Referring to the case as “brilliantly prosecuted,” McMorrow discussed the Kent County case People v. Hartuniewicz. The COA ruled that MCL 333.7227(1)’s exemption of a substance that is “in a proportion or concentration to vitiate the potential for abuse” puts the burden of proof on the defense. The court also noted that the provision is intended to apply to a medically approved heterogeneous substance that might contain some minimal level of a controlled substance, not a controlled substance’s concentration in combination with a cutting agent.

McMorrow also argued the case in People v. Zajaczkowski, which he said a COA judge deemed “most interesting.” The defendant in that case was accused of having sex with his sister, his father’s daughter, but he had demonstrated through DNA testing that he was not “the natural child” of his father so the two were not genetically related. However, the COA ruled that the defendant’s parents’ divorce proceeding had called him “a product of the marriage,” and he had no standing to challenge that official document’s conclusion.

Noting his concern that “the rate of glaucoma among 20-year-olds in Michigan has increased substantially since the Medical Marihuana Act passed,” McMorrow declined to discuss the numerous opinions concerning that act, but covered them in his handouts. “We can all agree that it’s a terribly written law,” he said, while cautioning that so much is still in flux it is hard to draw conclusions based on current court opinion.

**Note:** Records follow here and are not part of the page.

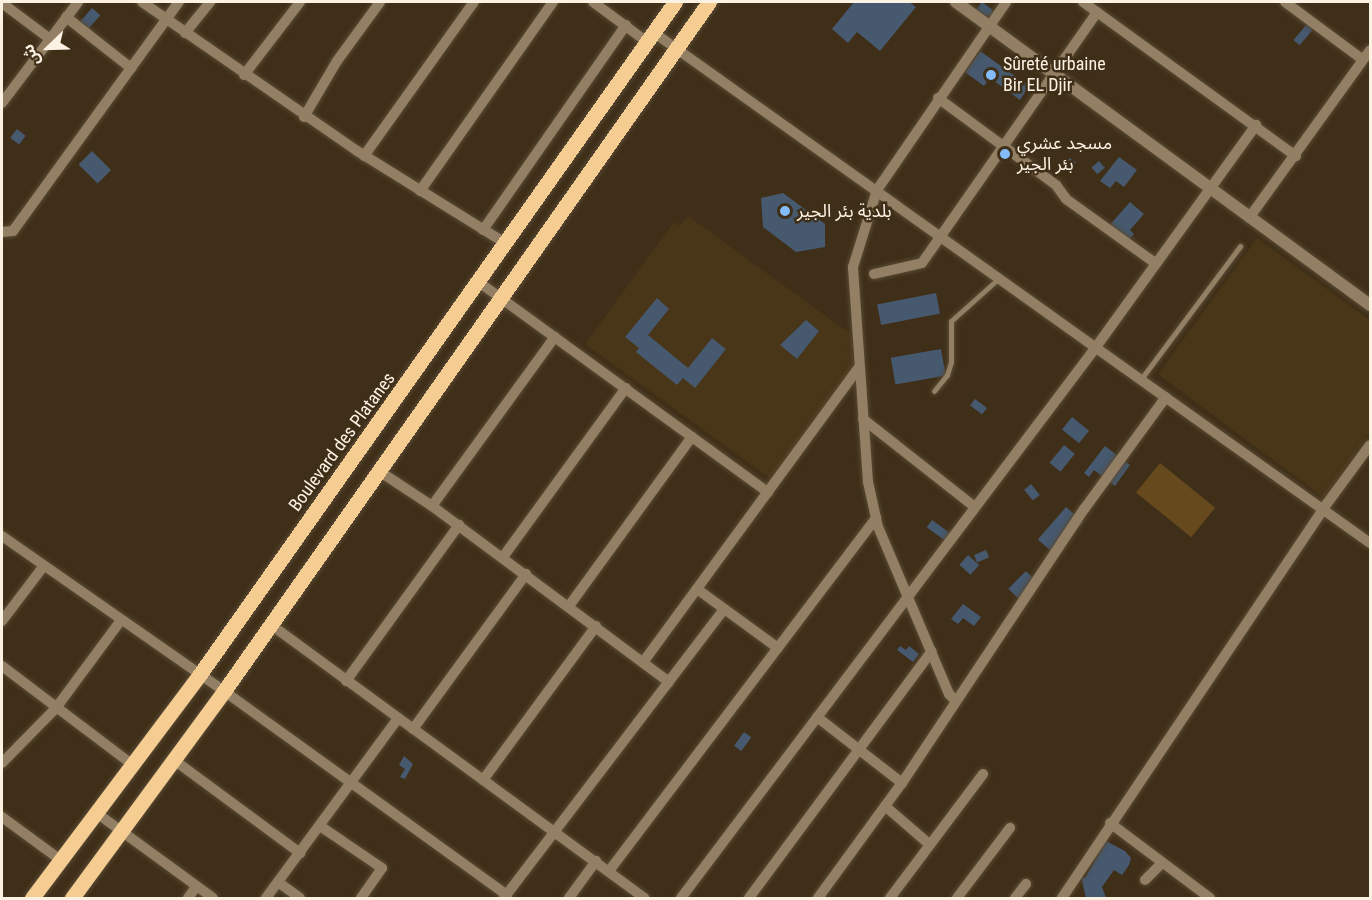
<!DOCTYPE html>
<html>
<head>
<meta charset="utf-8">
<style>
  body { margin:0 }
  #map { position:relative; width:1372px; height:900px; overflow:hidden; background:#3f2f18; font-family:"Roboto Condensed","Noto Sans Arabic",sans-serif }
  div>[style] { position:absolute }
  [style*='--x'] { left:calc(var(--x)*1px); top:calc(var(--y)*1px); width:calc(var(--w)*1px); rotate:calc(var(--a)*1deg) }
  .built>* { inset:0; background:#493517 }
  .green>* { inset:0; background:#664a1e; transform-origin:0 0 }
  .building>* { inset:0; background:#46596f; transform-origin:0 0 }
  .roads { filter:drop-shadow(0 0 2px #594a35) drop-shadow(0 0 2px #594a35) }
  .service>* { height:5px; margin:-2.5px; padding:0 2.5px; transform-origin:2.5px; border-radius:2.5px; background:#937f63 }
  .minor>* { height:10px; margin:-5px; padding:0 5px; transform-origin:5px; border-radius:5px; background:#937f63 }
  .tertiary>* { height:12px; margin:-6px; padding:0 6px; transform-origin:6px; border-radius:6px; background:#937f63 }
  .primary>* { height:15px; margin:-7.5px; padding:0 7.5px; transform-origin:7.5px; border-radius:7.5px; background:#f5cc91 }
  .dots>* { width:16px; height:16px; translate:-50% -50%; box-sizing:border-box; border:3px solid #3f2f18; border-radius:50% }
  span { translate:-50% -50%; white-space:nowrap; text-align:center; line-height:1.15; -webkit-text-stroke:5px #3f2f18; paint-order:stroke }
  .poi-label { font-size:18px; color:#fcf2e4 }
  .left { translate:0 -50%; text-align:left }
  .street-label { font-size:18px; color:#fcf2e4 }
  .frame { position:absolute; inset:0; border:3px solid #fcf2e4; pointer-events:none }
  .north { position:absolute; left:18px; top:18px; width:60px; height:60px; -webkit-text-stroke:4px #3f2f18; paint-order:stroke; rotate:247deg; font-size:16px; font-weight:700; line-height:24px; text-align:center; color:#fcf2e4 }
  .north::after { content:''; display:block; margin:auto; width:21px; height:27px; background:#fcf2e4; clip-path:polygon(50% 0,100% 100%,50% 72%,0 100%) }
</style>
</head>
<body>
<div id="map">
  <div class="built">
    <i style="clip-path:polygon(688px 216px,852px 335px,855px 365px,772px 480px,585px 344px,674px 222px,680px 226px)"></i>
    <i style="clip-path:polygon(1257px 238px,1370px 320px,1370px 432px,1324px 498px,1158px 374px)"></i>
  </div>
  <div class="green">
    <i style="left:1160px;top:463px;width:71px;height:38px;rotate:39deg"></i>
  </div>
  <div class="building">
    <i style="clip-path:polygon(854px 2px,909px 2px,916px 7px,880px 51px,857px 32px,848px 43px,832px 29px)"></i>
    <i style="left:982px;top:2px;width:15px;height:12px;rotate:37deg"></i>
    <i style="left:92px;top:8px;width:11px;height:20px;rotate:41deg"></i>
    <i style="left:1307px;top:24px;width:8px;height:21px;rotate:40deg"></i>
    <i style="clip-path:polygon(980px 51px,1029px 86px,1020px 100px,990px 78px,984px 86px,965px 72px)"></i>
    <i style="left:17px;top:129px;width:11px;height:11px;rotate:38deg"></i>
    <i style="left:92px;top:151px;width:27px;height:19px;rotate:45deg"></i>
    <i style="clip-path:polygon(1119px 157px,1137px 170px,1124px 187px,1116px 181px,1110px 188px,1100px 181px)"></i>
    <i style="left:1069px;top:158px;width:8px;height:12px;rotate:30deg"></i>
    <i style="left:1099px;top:161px;width:9px;height:10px;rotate:49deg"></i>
    <i style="clip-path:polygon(783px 193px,825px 224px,825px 247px,796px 252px,763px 227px,761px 198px)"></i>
    <i style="clip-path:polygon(1130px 202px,1144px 214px,1130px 230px,1134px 234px,1127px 242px,1108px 227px)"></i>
    <i style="left:936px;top:293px;width:21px;height:60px;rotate:79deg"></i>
    <i style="clip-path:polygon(657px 298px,669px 309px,648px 335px,688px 368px,712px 338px,726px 349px,695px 388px,683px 378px,677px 385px,636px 352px,639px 348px,625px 337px)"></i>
    <i style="clip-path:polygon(806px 320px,819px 331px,797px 359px,780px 345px)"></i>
    <i style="left:941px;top:349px;width:27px;height:51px;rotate:80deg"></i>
    <i style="left:975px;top:399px;width:15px;height:8px;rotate:37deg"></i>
    <i style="left:1072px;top:417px;width:22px;height:16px;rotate:39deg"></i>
    <i style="left:1064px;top:445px;width:14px;height:23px;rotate:39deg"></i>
    <i style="clip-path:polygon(1105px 446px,1130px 465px,1115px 486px,1094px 470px,1089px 477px,1084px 473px)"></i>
    <i style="left:1031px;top:484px;width:14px;height:9px;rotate:51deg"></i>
    <i style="left:1066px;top:507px;width:23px;height:43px;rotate:41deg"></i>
    <i style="left:932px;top:520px;width:29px;height:9px;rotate:36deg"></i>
    <i style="left:986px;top:550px;width:8px;height:13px;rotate:67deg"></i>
    <i style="left:968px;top:555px;width:15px;height:13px;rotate:42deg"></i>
    <i style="left:1026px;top:571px;width:17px;height:25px;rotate:45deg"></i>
    <i style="clip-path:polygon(963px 604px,981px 617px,974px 626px,963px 618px,958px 624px,951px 619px)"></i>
    <i style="clip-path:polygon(900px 646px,906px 650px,909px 646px,919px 654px,913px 662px,897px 650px)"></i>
    <i style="left:744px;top:732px;width:9px;height:17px;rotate:36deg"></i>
    <i style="clip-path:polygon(404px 756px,413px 764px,405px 779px,400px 777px,405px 769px,399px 765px)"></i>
    <i style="clip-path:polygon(1106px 841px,1125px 851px,1131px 858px,1129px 865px,1122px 875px,1114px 870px,1102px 887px,1106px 898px,1086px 898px,1081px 877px,1085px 878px)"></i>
  </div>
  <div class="roads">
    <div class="service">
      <i style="--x:1141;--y:379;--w:166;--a:-53.3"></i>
      <i style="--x:934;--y:391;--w:21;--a:-51"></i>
      <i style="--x:947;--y:375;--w:14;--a:-73"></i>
      <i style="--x:951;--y:362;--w:41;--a:-90"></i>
      <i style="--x:951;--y:321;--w:63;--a:-41.8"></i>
    </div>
    <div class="minor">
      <i style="--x:142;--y:2;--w:262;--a:34.7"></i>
      <i style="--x:357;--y:151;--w:176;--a:31.8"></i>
      <i style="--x:593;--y:2;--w:67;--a:36.5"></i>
      <i style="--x:1083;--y:2;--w:263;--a:35.9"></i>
      <i style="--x:1285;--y:2;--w:97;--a:36.6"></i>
      <i style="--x:2;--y:3;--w:60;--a:36.9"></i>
      <i style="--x:66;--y:17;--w:83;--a:38.1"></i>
      <i style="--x:653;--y:32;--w:880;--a:35.48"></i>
      <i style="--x:185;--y:33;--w:40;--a:-51"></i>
      <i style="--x:244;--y:75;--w:92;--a:-52.5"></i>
      <i style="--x:938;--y:98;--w:147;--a:36.4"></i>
      <i style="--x:1056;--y:185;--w:17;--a:54"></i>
      <i style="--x:1066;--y:199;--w:110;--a:35.7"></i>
      <i style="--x:2;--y:103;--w:126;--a:-53"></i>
      <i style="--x:304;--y:117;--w:65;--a:-59.5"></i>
      <i style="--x:337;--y:61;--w:73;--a:-53.9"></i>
      <i style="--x:364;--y:156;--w:189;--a:-54.5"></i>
      <i style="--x:420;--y:191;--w:231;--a:-54.9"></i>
      <i style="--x:1249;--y:218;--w:207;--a:-54.2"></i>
      <i style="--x:483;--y:230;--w:250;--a:-55.1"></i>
      <i style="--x:2;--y:232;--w:11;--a:-5"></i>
      <i style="--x:13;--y:231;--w:283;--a:-54.1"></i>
      <i style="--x:874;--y:274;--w:49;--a:-12.9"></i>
      <i style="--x:922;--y:263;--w:306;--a:-55.1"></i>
      <i style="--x:480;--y:283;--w:356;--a:36"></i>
      <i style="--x:863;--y:419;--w:142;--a:38.2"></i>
      <i style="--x:379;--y:471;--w:64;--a:33.4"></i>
      <i style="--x:432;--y:506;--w:295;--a:36.6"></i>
      <i style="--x:432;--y:506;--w:209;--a:-54"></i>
      <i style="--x:2;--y:536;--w:271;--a:34.9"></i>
      <i style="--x:224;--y:691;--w:349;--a:35.8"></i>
      <i style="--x:503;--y:557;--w:209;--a:-54"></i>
      <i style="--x:697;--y:589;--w:100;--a:36.1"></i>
      <i style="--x:569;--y:606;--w:209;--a:-54"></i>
      <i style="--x:2;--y:621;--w:68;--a:-52.8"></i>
      <i style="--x:270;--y:624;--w:464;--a:36.2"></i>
      <i style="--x:644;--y:661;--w:364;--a:-53.8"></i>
      <i style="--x:2;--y:666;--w:166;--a:37.1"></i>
      <i style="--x:346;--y:681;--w:193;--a:-54.1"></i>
      <i style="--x:955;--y:700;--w:8;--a:-135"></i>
      <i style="--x:949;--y:694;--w:181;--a:-113"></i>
      <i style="--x:878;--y:527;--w:46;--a:-102.5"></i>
      <i style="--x:868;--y:482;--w:216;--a:-94"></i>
      <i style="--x:853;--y:267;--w:81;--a:-72.7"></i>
      <i style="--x:877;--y:190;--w:228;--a:-55.5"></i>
      <i style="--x:817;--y:717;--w:108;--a:37.8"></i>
      <i style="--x:413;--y:729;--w:192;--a:-53.9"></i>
      <i style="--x:174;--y:760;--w:157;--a:36.4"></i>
      <i style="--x:2;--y:763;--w:77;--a:-45.5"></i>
      <i style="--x:56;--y:708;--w:109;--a:-53.5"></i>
      <i style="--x:483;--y:780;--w:191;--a:-53.7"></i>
      <i style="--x:885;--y:806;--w:58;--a:40.8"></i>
      <i style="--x:98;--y:814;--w:142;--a:36.1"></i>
      <i style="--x:2;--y:817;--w:74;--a:36.3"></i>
      <i style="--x:1110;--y:823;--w:125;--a:36.9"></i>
      <i style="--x:320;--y:826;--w:75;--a:34.1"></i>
      <i style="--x:382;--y:868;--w:37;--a:125"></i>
      <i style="--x:609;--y:871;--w:443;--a:-52.9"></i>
      <i style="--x:1145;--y:880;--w:24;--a:-45"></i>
      <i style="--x:278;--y:882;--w:27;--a:36"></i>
      <i style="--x:188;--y:898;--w:14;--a:-54"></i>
      <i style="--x:266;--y:898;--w:223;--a:-53.7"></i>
      <i style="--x:504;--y:898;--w:363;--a:-52.7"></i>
      <i style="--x:569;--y:898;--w:46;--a:-53.9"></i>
      <i style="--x:681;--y:898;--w:690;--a:-53.01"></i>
      <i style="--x:1096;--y:347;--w:274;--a:-54.2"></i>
      <i style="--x:749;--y:898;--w:307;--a:-53.5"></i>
      <i style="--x:818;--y:898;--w:142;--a:-53.9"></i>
      <i style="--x:902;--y:783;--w:330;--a:-56.4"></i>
      <i style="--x:1085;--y:508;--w:137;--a:-53.9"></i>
      <i style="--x:890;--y:898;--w:155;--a:-53.1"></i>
      <i style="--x:957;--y:898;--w:88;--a:-52.9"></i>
      <i style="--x:1015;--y:898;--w:18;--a:-52"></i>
      <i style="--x:1062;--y:898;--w:468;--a:-56.1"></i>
      <i style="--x:1323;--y:509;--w:79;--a:-53.7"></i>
    </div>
    <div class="tertiary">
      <i style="--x:956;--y:2;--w:513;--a:36.2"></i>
    </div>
    <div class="primary">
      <i style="--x:32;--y:898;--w:280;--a:-53.1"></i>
      <i style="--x:200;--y:674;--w:823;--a:-54.75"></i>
      <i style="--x:72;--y:898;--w:257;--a:-53.7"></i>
      <i style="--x:224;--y:691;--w:843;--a:-54.86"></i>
    </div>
  </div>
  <div class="dots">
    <i style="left:991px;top:75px;background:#84bcfb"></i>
    <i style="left:1005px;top:154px;background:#84bcfb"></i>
    <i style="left:785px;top:211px;background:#84bcfb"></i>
  </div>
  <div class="poi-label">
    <span class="left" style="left:1003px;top:75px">Sûreté urbaine<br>Bir EL Djir</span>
    <span class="left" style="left:1017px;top:154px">مسجد عشري<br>بئر الجير</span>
    <span class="left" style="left:797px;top:211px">بلدية بئر الجير</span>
  </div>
  <div class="street-label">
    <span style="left:342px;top:442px;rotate:-54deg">Boulevard des Platanes</span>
  </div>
  <div class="frame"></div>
  <div class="north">ش</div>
</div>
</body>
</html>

The United States Supreme Court decisions involving the Confrontation Clause were of great interest, particularly because one is a Michigan case, which reversed the Michigan Supreme Court’s decision. Returning to the “context” theme, the court ruled in Michigan v. Bryant that courts must take into account a number of factors, such as where and for what purpose a victim makes an identification of a shooter, in determining whether such statements are testimonial.

The conclusions in Bullcoming v. New Mexico, in which SCOTUS ruled that in order for blood alcohol tests to be admissible, the analyst who performed the test must testify, have far-reaching consequences for criminal law. In that instance, another lab analyst who reviewed the report testified, but the high court did not find that sufficient and said it violates the Confrontation Clause.
A related case in Michigan came to similar conclusions about expert testimony. People v. Fackelman concerned an insanity claim where the prosecution expert witness differed from the defense expert, but both had relied on a third expert’s report made right after the incident. The failure to have the third expert appear in court, the COA opined, violated the defendant’s right to confront witnesses.

Another case concerning evidence originated in Kent County. The COA ruled in People v. Buie that, even though the defendant’s counsel agreed to the use of a two-way interactive video with a witness, the defendant’s objection should have been taken into account, and his witness confrontation rights were violated. The case is on further appeal.

McMorrow speeds through a great deal of material in these annual updates, but the significant turnout each year is testament to just how helpful they are.